Dataset -

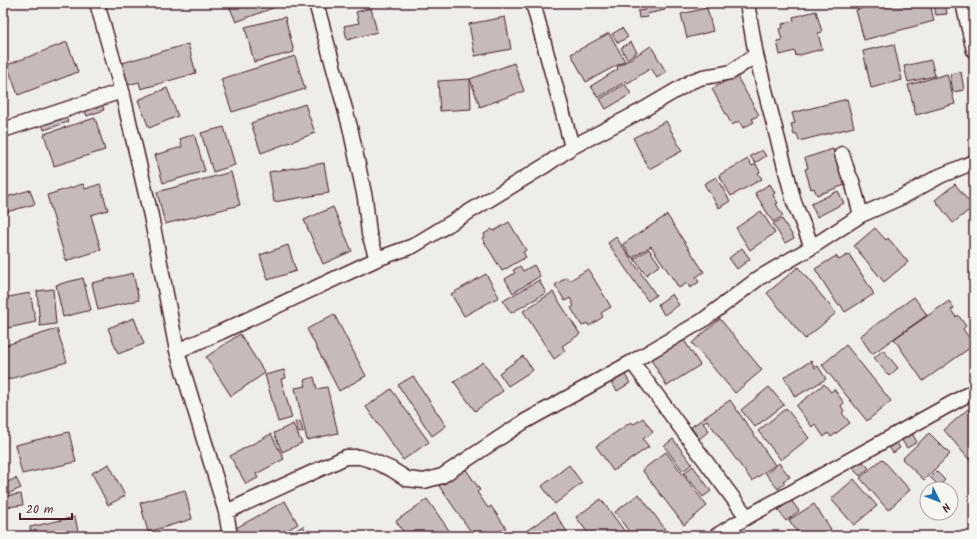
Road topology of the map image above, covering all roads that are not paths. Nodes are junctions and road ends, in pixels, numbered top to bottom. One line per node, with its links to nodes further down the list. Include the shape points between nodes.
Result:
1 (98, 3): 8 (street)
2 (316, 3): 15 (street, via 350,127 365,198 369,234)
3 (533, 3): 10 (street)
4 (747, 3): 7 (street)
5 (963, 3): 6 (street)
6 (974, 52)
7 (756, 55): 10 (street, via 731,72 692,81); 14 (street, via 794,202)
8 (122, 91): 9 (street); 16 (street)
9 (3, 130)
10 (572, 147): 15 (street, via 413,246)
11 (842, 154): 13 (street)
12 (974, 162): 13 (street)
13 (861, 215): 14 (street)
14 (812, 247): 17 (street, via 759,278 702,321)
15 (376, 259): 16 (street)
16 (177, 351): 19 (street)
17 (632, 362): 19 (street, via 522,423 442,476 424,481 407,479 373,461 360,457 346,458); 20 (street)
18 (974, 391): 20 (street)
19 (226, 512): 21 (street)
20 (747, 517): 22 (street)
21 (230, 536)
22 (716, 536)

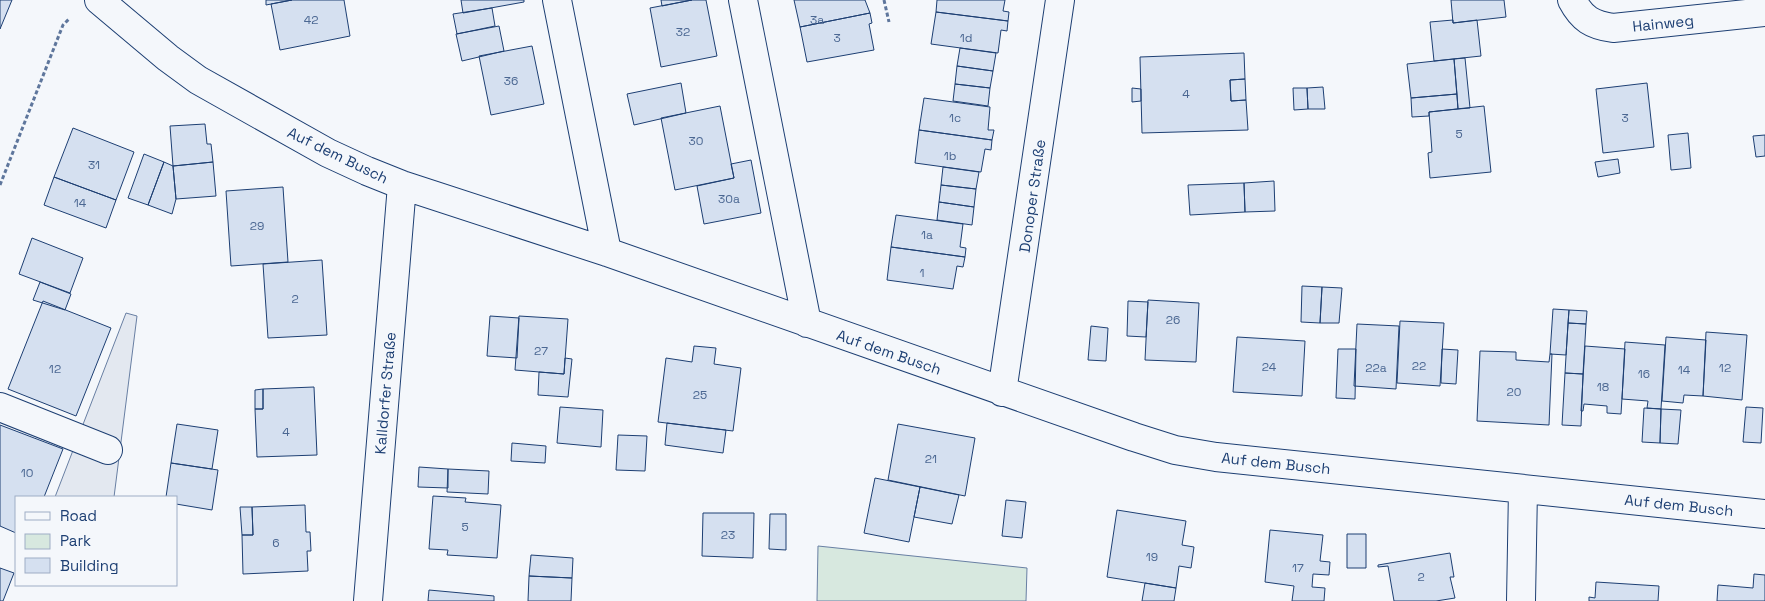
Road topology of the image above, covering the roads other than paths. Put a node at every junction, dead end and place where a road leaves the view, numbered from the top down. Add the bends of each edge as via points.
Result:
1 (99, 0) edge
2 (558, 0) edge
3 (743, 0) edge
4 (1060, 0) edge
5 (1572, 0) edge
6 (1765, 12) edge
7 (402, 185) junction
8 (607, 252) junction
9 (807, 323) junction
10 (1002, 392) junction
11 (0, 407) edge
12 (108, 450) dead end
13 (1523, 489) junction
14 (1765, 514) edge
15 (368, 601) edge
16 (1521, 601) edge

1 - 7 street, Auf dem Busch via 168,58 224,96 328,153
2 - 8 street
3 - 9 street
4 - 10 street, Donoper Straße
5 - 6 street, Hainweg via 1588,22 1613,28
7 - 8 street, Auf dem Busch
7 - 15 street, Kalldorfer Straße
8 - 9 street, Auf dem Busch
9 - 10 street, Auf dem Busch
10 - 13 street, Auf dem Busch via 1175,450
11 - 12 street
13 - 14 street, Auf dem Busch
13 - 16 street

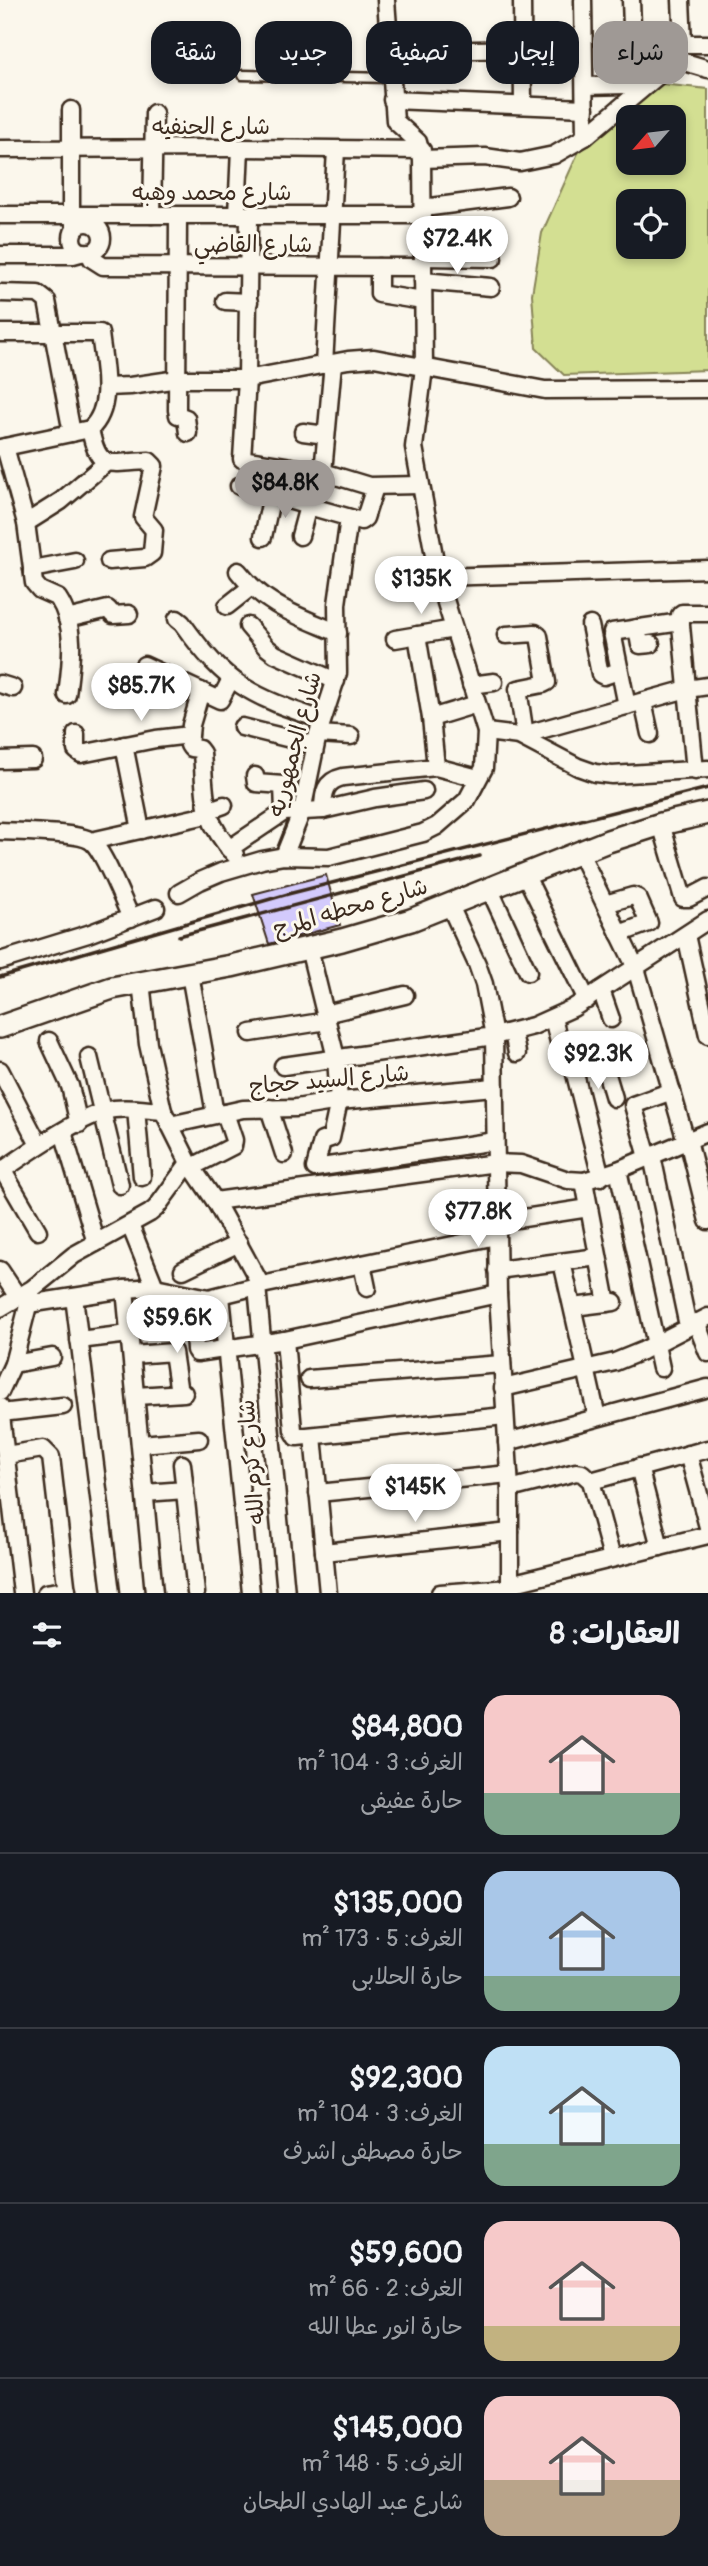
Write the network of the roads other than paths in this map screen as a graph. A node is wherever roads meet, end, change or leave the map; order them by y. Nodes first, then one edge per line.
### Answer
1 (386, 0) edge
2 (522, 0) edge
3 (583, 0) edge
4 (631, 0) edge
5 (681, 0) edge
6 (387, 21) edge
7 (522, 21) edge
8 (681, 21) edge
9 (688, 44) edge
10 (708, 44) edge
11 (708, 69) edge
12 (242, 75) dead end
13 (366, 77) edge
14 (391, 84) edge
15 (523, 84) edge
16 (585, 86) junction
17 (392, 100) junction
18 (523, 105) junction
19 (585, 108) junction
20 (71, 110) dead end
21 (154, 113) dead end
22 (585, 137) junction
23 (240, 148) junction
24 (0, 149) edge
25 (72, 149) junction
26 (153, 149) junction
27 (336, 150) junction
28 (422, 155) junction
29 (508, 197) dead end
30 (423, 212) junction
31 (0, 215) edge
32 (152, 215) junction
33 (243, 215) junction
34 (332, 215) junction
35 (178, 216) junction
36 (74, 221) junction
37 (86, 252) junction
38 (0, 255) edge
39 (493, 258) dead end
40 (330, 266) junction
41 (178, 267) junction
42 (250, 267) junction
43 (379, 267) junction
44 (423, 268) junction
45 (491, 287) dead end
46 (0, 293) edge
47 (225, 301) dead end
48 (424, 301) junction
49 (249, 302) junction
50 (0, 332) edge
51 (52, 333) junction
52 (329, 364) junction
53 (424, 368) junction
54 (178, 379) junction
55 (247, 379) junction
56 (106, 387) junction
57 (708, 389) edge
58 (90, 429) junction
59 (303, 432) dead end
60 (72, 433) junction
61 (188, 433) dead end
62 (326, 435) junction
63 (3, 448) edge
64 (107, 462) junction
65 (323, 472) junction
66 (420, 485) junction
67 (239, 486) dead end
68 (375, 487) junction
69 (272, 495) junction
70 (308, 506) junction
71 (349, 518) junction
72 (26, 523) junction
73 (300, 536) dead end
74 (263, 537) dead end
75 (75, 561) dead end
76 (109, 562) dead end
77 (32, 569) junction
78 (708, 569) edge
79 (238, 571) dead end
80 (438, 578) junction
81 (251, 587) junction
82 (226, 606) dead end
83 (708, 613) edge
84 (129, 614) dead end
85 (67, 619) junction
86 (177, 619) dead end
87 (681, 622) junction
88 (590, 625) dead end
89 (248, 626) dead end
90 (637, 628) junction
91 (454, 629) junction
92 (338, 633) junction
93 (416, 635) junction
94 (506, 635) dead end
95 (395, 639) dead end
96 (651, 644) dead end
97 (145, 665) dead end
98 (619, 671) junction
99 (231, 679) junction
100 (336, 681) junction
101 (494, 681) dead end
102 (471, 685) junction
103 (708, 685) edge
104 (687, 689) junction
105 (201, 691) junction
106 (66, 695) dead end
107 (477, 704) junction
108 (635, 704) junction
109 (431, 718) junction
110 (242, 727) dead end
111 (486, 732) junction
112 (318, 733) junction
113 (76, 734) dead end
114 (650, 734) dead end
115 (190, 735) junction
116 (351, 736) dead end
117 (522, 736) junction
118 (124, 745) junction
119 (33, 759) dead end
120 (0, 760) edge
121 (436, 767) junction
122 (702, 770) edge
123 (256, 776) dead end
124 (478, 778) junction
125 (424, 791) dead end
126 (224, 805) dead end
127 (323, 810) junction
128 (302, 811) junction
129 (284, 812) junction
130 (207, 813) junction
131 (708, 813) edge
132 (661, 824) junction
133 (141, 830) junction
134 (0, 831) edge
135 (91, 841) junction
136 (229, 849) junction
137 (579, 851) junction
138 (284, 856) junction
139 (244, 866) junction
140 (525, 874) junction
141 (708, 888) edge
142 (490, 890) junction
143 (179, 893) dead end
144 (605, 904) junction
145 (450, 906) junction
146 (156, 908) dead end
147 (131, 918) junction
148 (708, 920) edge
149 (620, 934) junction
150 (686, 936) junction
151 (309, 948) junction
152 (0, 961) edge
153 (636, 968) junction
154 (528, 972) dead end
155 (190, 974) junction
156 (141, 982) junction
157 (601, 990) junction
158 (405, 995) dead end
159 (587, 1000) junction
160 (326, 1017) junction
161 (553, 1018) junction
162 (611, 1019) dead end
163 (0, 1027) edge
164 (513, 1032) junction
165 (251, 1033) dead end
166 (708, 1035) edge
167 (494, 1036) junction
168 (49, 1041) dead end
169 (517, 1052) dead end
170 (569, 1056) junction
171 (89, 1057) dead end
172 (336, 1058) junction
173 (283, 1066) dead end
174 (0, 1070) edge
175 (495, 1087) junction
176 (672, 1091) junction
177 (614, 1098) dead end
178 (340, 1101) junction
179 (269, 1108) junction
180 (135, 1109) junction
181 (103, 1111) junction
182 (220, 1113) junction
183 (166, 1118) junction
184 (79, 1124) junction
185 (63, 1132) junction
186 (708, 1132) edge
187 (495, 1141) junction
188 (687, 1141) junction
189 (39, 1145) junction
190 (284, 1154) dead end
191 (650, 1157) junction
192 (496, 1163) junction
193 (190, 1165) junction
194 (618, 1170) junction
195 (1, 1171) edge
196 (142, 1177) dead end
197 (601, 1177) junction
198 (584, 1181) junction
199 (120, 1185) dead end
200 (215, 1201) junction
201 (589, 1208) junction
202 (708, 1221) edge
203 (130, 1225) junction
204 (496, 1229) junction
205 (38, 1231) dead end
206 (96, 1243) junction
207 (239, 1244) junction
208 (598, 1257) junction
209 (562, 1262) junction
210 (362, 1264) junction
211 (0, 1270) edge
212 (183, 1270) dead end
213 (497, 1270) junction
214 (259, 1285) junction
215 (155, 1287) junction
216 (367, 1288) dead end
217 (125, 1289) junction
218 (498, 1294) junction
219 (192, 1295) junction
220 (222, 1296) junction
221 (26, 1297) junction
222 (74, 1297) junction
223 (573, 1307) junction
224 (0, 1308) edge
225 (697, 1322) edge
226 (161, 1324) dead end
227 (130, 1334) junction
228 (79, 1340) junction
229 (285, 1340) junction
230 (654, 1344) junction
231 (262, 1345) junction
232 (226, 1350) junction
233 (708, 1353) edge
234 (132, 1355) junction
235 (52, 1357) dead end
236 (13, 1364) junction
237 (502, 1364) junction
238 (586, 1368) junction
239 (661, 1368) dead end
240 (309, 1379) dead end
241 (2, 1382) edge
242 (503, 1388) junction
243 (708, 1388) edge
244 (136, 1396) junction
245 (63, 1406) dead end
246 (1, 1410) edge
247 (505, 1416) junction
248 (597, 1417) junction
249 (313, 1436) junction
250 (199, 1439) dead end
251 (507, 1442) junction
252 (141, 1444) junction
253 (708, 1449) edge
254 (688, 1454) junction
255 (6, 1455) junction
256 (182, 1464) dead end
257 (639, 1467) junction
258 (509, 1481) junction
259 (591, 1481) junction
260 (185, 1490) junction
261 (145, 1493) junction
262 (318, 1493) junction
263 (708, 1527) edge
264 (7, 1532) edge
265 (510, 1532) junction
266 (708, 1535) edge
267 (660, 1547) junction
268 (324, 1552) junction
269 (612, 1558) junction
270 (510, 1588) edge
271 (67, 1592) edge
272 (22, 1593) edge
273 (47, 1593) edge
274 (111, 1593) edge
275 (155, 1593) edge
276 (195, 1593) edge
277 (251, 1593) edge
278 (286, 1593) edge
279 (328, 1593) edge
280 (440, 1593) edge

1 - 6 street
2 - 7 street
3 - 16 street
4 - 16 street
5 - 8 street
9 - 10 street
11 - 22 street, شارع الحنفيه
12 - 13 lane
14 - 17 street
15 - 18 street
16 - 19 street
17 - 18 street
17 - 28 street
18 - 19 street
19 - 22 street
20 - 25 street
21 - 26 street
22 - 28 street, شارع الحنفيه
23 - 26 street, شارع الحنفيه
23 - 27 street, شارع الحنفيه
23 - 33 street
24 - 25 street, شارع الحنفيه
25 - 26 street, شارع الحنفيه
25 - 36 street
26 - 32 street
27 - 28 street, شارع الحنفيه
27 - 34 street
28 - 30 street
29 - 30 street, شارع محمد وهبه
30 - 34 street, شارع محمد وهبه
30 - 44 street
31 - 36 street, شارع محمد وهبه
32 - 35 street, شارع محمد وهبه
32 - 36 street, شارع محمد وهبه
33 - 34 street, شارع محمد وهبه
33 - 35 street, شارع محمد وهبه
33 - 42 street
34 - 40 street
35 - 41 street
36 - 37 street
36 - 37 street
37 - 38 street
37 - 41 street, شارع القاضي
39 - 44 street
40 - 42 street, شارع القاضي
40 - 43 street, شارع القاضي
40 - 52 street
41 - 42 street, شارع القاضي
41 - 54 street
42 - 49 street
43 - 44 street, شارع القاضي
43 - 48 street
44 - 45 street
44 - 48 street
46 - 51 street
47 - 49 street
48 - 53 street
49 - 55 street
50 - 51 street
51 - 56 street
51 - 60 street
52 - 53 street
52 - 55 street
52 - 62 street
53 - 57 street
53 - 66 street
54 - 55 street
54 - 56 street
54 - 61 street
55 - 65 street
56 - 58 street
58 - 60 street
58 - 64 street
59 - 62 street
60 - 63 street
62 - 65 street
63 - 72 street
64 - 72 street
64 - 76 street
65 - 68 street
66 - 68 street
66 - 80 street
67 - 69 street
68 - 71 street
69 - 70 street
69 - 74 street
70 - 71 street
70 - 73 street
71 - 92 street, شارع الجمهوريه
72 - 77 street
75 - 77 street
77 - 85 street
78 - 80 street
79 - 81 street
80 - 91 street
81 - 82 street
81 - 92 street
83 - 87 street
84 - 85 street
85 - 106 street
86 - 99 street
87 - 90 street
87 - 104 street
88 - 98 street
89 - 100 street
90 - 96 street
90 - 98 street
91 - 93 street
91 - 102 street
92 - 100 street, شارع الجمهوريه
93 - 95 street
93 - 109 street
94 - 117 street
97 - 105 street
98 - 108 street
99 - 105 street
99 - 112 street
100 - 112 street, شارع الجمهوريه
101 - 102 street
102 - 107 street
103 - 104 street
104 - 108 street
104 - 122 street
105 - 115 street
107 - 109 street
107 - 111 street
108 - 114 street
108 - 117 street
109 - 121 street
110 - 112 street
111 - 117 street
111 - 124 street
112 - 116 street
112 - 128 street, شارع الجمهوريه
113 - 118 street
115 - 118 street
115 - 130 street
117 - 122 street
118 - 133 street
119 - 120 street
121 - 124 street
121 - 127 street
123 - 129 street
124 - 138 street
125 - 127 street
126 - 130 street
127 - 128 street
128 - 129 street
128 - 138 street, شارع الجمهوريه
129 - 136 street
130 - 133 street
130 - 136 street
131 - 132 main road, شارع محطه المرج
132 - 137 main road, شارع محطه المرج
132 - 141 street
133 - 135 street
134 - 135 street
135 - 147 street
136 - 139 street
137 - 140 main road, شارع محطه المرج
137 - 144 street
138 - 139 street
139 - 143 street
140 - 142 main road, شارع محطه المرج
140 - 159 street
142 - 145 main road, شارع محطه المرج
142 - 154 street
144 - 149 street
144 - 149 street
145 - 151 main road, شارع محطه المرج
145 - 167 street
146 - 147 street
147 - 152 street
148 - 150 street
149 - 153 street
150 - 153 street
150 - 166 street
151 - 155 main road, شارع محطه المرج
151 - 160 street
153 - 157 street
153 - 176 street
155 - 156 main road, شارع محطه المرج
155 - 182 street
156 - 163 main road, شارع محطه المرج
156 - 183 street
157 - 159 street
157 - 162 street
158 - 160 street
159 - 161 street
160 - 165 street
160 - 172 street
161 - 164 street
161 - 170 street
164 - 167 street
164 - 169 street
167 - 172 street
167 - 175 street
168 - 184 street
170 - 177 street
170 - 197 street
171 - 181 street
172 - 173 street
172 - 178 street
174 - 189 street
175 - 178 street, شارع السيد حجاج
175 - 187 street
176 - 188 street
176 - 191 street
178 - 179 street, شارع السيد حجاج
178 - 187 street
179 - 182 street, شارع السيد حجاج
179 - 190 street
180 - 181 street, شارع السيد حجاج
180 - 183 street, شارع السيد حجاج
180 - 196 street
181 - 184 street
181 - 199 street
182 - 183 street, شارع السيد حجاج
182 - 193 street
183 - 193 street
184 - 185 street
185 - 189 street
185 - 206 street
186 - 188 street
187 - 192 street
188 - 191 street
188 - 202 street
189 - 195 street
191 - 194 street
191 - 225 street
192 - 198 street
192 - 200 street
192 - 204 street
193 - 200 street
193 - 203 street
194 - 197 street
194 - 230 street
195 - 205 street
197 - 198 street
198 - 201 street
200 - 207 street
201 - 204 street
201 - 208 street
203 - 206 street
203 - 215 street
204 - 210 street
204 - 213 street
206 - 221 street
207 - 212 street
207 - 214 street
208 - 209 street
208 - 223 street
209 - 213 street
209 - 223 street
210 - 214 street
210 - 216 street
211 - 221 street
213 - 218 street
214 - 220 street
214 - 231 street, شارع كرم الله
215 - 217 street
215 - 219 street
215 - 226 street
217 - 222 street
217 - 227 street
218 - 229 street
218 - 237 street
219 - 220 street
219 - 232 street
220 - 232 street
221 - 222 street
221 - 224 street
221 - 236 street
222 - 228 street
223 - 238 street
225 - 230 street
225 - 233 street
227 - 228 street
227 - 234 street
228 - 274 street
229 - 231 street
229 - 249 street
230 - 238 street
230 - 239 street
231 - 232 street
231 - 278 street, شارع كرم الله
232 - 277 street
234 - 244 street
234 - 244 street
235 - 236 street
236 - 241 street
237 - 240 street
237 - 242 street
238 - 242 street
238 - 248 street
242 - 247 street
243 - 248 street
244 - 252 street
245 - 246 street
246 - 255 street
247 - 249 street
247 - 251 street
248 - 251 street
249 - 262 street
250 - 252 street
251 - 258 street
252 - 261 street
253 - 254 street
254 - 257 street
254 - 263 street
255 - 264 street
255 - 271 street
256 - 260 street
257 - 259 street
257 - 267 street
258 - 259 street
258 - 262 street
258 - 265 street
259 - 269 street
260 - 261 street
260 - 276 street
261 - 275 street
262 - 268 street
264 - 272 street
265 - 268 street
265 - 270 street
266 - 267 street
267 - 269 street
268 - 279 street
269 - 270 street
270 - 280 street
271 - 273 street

Goal of the exercise -
In the entries above, find every line with the word "main" and list it.

Solution below -
131 - 132 main road, شارع محطه المرج
132 - 137 main road, شارع محطه المرج
137 - 140 main road, شارع محطه المرج
140 - 142 main road, شارع محطه المرج
142 - 145 main road, شارع محطه المرج
145 - 151 main road, شارع محطه المرج
151 - 155 main road, شارع محطه المرج
155 - 156 main road, شارع محطه المرج
156 - 163 main road, شارع محطه المرج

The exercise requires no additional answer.